Fighting for Napoleon
Pamela Spencer draws attention to a new exhibition opening at the Wallace Collection.
What was life like for a soldier in Napoleon’s army? What links Marble Arch with the Wellington Arch? How did Napoleon and Wellington fare in their legendary clash? These questions, and many more, can be answered by a visit to London’s Wallace Collection at Hertford House on Saturday 19th June, when a free Special Event Day marks the opening of the exhibition, ‘Fighting for Napoleon’, running from June 18th until September 12th.
Central to the exhibition, and on loan from the National Gallery, will be two battle paintings by Horace Vernet: ‘The Battle of Hanau’ (1813) and ‘The Battle of Montmirail’ (1814).

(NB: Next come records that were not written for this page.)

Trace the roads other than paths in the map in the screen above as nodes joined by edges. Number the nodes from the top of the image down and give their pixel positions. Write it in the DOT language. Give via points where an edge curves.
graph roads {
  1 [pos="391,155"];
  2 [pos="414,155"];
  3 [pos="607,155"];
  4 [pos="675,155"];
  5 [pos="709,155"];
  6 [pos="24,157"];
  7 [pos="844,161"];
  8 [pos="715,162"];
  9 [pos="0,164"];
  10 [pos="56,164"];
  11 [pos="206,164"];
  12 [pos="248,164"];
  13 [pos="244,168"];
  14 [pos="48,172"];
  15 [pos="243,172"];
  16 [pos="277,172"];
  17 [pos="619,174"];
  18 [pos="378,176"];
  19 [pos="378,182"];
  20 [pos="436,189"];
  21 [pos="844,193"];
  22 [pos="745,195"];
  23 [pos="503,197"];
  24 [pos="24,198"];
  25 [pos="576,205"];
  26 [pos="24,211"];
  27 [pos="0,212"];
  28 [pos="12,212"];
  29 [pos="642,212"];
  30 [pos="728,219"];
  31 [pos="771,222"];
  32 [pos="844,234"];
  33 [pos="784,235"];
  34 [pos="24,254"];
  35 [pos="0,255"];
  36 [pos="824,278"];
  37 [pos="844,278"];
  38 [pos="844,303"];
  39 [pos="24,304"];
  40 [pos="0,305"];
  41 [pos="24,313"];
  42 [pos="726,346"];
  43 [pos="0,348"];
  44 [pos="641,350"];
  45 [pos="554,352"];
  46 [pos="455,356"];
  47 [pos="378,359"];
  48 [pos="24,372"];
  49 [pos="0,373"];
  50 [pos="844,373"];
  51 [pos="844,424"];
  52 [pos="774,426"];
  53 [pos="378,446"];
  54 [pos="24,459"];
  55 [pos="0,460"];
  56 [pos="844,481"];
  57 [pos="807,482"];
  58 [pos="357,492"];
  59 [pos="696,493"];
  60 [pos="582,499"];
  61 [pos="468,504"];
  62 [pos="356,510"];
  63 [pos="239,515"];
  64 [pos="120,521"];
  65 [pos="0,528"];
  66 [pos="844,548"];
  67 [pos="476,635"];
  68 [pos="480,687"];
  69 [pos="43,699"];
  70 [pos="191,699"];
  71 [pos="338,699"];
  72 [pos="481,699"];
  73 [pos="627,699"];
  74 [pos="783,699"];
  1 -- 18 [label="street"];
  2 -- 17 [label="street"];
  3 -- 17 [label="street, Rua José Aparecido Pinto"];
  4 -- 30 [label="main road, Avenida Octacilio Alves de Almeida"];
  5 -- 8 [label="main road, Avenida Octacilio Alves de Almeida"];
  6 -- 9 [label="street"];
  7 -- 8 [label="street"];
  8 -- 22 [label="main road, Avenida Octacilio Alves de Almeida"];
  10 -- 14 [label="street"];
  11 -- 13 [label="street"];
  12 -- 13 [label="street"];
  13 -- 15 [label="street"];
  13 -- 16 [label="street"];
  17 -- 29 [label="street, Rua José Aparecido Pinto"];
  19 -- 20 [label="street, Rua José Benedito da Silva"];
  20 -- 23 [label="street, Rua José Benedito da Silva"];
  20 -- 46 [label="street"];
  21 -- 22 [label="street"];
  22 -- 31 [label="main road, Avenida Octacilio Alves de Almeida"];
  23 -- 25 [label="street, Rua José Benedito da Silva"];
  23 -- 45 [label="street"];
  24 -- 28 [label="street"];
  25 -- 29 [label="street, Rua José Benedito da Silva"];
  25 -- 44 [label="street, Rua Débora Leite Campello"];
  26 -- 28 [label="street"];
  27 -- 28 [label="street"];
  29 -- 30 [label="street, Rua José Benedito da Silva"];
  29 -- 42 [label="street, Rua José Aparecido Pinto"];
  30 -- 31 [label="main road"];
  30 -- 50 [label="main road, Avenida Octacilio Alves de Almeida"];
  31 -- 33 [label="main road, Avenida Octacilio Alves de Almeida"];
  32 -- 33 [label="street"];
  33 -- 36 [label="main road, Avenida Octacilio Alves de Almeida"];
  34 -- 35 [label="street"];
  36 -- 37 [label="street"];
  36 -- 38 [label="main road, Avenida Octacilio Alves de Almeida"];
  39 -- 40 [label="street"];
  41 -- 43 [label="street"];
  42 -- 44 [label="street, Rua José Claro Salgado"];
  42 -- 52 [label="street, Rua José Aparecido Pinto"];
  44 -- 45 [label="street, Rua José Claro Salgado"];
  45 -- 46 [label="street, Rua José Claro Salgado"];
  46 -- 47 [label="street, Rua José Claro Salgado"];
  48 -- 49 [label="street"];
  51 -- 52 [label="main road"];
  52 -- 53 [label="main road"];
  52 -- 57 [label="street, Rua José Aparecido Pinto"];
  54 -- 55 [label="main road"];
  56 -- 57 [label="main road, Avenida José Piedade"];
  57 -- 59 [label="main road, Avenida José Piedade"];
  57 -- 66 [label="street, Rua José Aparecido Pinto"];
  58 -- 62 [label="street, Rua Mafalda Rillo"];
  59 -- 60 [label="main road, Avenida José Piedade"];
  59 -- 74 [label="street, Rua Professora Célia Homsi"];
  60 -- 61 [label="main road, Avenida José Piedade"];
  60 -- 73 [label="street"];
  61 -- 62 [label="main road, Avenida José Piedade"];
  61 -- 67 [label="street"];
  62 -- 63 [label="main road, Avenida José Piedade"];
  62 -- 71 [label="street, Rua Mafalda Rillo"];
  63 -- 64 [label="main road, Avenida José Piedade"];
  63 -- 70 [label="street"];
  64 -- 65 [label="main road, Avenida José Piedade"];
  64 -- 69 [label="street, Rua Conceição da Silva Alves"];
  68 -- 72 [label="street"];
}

The paintings had both been owned by Sir Richard Wallace, having been bought by Sir Richard’s father, the 4th Marquis of Hertford, in 1851, but were bequeathed to the National Gallery in 1914 by Sir John Murray Scott, who had inherited them on the death of Lady Wallace in 1897.
Accompanying the two paintings, and also on loan from the National Gallery, is a portrait of Napoleon (1815-16) painted by Vernet for Lord Kinnaird, a great admirer of Bonaparte.